What is required ->
Report every line of the records below that contains the word "position".

---- Task input

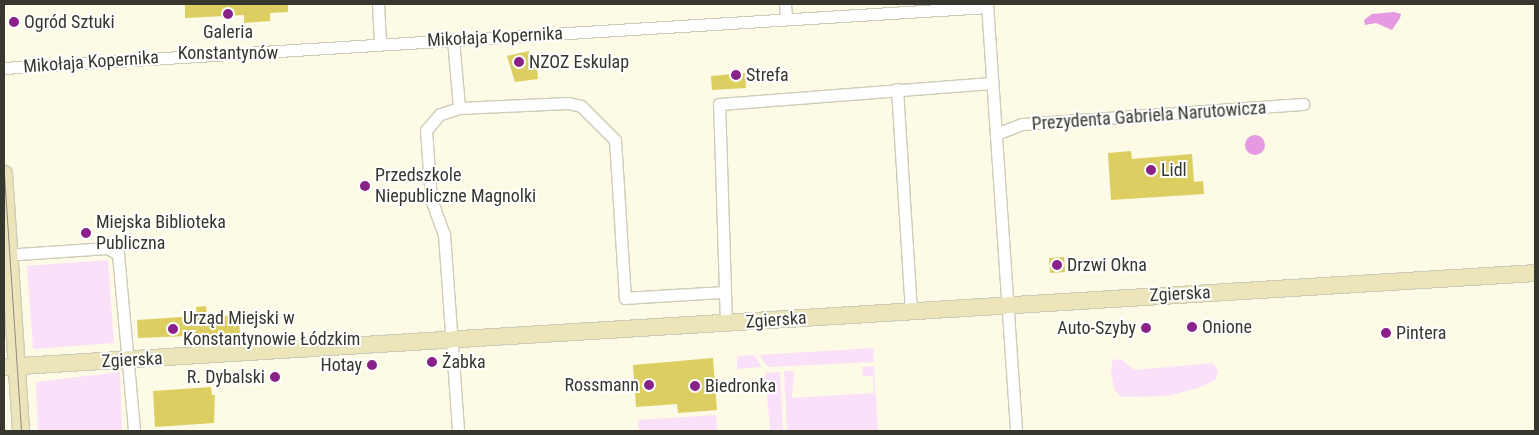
<!DOCTYPE html>
<html>
<head>
<meta charset="utf-8">
<style>
  body { margin:0 }
  #map { position:relative; width:1539px; height:435px; overflow:hidden; background:#fdfae6; font-family:"Roboto Condensed",sans-serif }
  div>[style] { position:absolute }
  [style*='--x'] { left:calc(var(--x)*1px); top:calc(var(--y)*1px); width:calc(var(--w)*1px); rotate:calc(var(--a)*1deg) }
  .green>* { inset:0; background:#fbe0f9 }
  .water>* { inset:0; background:#e599e2 }
  .round { border-radius:50% }
  .building>* { inset:0; background:#ddce62 }
  .roads { filter:drop-shadow(1px 0 #cecbb8) drop-shadow(-1px 0 #cecbb8) drop-shadow(0 1px #cecbb8) drop-shadow(0 -1px #cecbb8) }
  .minor>* { height:11px; margin:-5.5px; padding:0 5.5px; transform-origin:5.5px; border-radius:5.5px; background:#fff }
  .secondary>* { height:16px; margin:-8px; padding:0 8px; transform-origin:8px; border-radius:8px; background:#ebe5b9 }
  .tram>* { height:1px; margin:-0.5px; padding:0 0.5px; transform-origin:0.5px; border-radius:0.5px; background:#8c8b7e }
  .dots>* { width:14px; height:14px; translate:-50% -50%; box-sizing:border-box; border:2px solid #fff; border-radius:50% }
  span { translate:-50% -50%; white-space:nowrap; text-align:center; line-height:1.15; -webkit-text-stroke:4px #fff; paint-order:stroke }
  .poi-label { font-size:18px; color:#37372f }
  .left { translate:0 -50%; text-align:left }
  .right { translate:-100% -50%; text-align:right }
  .street-label { font-size:18px; color:#37372f }
  .frame { position:absolute; inset:0; border:5px solid #37372f; pointer-events:none }
</style>
</head>
<body>
<div id="map">
  <div class="green">
    <i style="clip-path:polygon(108px 260px,114px 343px,33px 349px,27px 266px)"></i>
    <i style="clip-path:polygon(873px 348px,874px 362px,768px 367px,759px 355px)"></i>
    <i style="clip-path:polygon(755px 355px,761px 367px,737px 369px,737px 356px)"></i>
    <i style="clip-path:polygon(1121px 359px,1134px 370px,1213px 363px,1218px 371px,1215px 380px,1198px 388px,1167px 396px,1122px 397px,1114px 389px,1111px 370px,1113px 360px)"></i>
    <i style="clip-path:polygon(874px 366px,878px 431px,787px 431px,784px 371px,794px 371px,792px 398px,874px 393px,873px 376px,863px 376px,862px 367px)"></i>
    <i style="clip-path:polygon(120px 372px,122px 431px,38px 431px,36px 382px)"></i>
    <i style="clip-path:polygon(780px 372px,783px 431px,770px 431px,765px 373px)"></i>
    <i style="clip-path:polygon(716px 415px,717px 431px,639px 431px,638px 420px)"></i>
  </div>
  <div class="water">
    <i style="clip-path:polygon(1394px 12px,1401px 14px,1400px 18px,1392px 30px,1376px 23px,1365px 25px,1364px 20px,1372px 14px)"></i>
    <i class="round" style="left:1245px;top:135px;width:20px;height:20px"></i>
  </div>
  <div class="building">
    <i style="clip-path:polygon(185px 4px,288px 4px,288px 12px,270px 13px,270px 21px,244px 23px,244px 15px,185px 18px)"></i>
    <i style="clip-path:polygon(529px 51px,531px 68px,537px 68px,538px 79px,515px 82px,507px 56px)"></i>
    <i style="clip-path:polygon(745px 73px,746px 88px,712px 90px,711px 76px)"></i>
    <i style="clip-path:polygon(1131px 151px,1132px 159px,1192px 154px,1194px 182px,1203px 181px,1204px 194px,1111px 200px,1108px 153px)"></i>
    <i style="clip-path:polygon(1064px 257px,1065px 272px,1050px 273px,1049px 258px)"></i>
    <i style="clip-path:polygon(206px 306px,207px 317px,239px 315px,240px 334px,138px 338px,137px 320px,197px 316px,196px 307px)"></i>
    <i style="clip-path:polygon(713px 358px,717px 410px,678px 413px,677px 404px,636px 407px,633px 365px)"></i>
    <i style="clip-path:polygon(211px 387px,212px 395px,215px 395px,214px 423px,155px 427px,153px 391px)"></i>
  </div>
  <div class="roads">
    <div class="minor">
      <i style="--x:378;--y:4;--w:39;--a:87"></i>
      <i style="--x:785;--y:4;--w:15;--a:86"></i>
      <i style="--x:987;--y:4;--w:428;--a:86.1"></i>
      <i style="--x:453;--y:39;--w:69;--a:85"></i>
      <i style="--x:459;--y:108;--w:20;--a:162"></i>
      <i style="--x:440;--y:114;--w:21;--a:131"></i>
      <i style="--x:426;--y:130;--w:69;--a:85.9"></i>
      <i style="--x:431;--y:199;--w:37;--a:70"></i>
      <i style="--x:444;--y:234;--w:197;--a:85.9"></i>
      <i style="--x:4;--y:68;--w:985;--a:-3.55"></i>
      <i style="--x:897;--y:89;--w:222;--a:86.4"></i>
      <i style="--x:459;--y:108;--w:109;--a:-2.6"></i>
      <i style="--x:568;--y:103;--w:13;--a:13"></i>
      <i style="--x:581;--y:106;--w:48;--a:45"></i>
      <i style="--x:615;--y:140;--w:158;--a:86.4"></i>
      <i style="--x:625;--y:298;--w:99;--a:-3.5"></i>
      <i style="--x:996;--y:134;--w:28;--a:-21"></i>
      <i style="--x:1022;--y:124;--w:282;--a:-4.1"></i>
      <i style="--x:4;--y:255;--w:103;--a:-3.9"></i>
      <i style="--x:107;--y:248;--w:13;--a:29"></i>
      <i style="--x:118;--y:254;--w:178;--a:84.8"></i>
      <i style="--x:726;--y:323;--w:219;--a:-91.8"></i>
      <i style="--x:719;--y:104;--w:274;--a:-4.4"></i>
    </div>
    <div class="secondary">
      <i style="--x:4;--y:174;--w:258;--a:86.2"></i>
      <i style="--x:4;--y:367;--w:1534;--a:-3.51"></i>
    </div>
  </div>
  <div class="tram">
    <i style="--x:4;--y:174;--w:258;--a:86.2"></i>
  </div>
  <div class="dots">
    <i style="left:228px;top:14px;background:#892288"></i>
    <i style="left:14px;top:22px;background:#892288"></i>
    <i style="left:519px;top:62px;background:#892288"></i>
    <i style="left:736px;top:75px;background:#892288"></i>
    <i style="left:1151px;top:170px;background:#892288"></i>
    <i style="left:365px;top:186px;background:#892288"></i>
    <i style="left:86px;top:233px;background:#892288"></i>
    <i style="left:1057px;top:265px;background:#892288"></i>
    <i style="left:1192px;top:327px;background:#892288"></i>
    <i style="left:1146px;top:328px;background:#892288"></i>
    <i style="left:173px;top:329px;background:#892288"></i>
    <i style="left:1386px;top:333px;background:#892288"></i>
    <i style="left:432px;top:362px;background:#892288"></i>
    <i style="left:372px;top:365px;background:#892288"></i>
    <i style="left:275px;top:377px;background:#892288"></i>
    <i style="left:649px;top:385px;background:#892288"></i>
    <i style="left:695px;top:386px;background:#892288"></i>
  </div>
  <div class="poi-label">
    <span class="left" style="left:24px;top:22px">Ogród Sztuki</span>
    <span style="left:228px;top:43px">Galeria<br>Konstantynów</span>
    <span class="left" style="left:529px;top:62px">NZOZ Eskulap</span>
    <span class="left" style="left:746px;top:75px">Strefa</span>
    <span class="left" style="left:1161px;top:170px">Lidl</span>
    <span class="left" style="left:375px;top:186px">Przedszkole<br>Niepubliczne Magnolki</span>
    <span class="left" style="left:96px;top:233px">Miejska Biblioteka<br>Publiczna</span>
    <span class="left" style="left:1067px;top:265px">Drzwi Okna</span>
    <span class="left" style="left:183px;top:329px">Urząd Miejski w<br>Konstantynowie Łódzkim</span>
    <span class="left" style="left:1202px;top:327px">Onione</span>
    <span class="right" style="left:1136px;top:328px">Auto-Szyby</span>
    <span class="left" style="left:1396px;top:333px">Pintera</span>
    <span class="left" style="left:442px;top:362px">Żabka</span>
    <span class="right" style="left:362px;top:365px">Hotay</span>
    <span class="right" style="left:265px;top:377px">R. Dybalski</span>
    <span class="right" style="left:639px;top:385px">Rossmann</span>
    <span class="left" style="left:705px;top:386px">Biedronka</span>
  </div>
  <div class="street-label">
    <span style="left:495px;top:37px;rotate:-3deg">Mikołaja Kopernika</span>
    <span style="left:91px;top:62px;rotate:-4deg">Mikołaja Kopernika</span>
    <span style="left:1149px;top:116px;rotate:-4deg">Prezydenta Gabriela Narutowicza</span>
    <span style="left:1180px;top:294px;rotate:-3deg">Zgierska</span>
    <span style="left:776px;top:320px;rotate:-4deg">Zgierska</span>
    <span style="left:132px;top:360px;rotate:-3deg">Zgierska</span>
  </div>
  <div class="frame"></div>
</div>
</body>
</html>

--------

Answer to this exercise ->
  #map { position:relative; width:1539px; height:435px; overflow:hidden; background:#fdfae6; font-family:"Roboto Condensed",sans-serif }
  div>[style] { position:absolute }
  .frame { position:absolute; inset:0; border:5px solid #37372f; pointer-events:none }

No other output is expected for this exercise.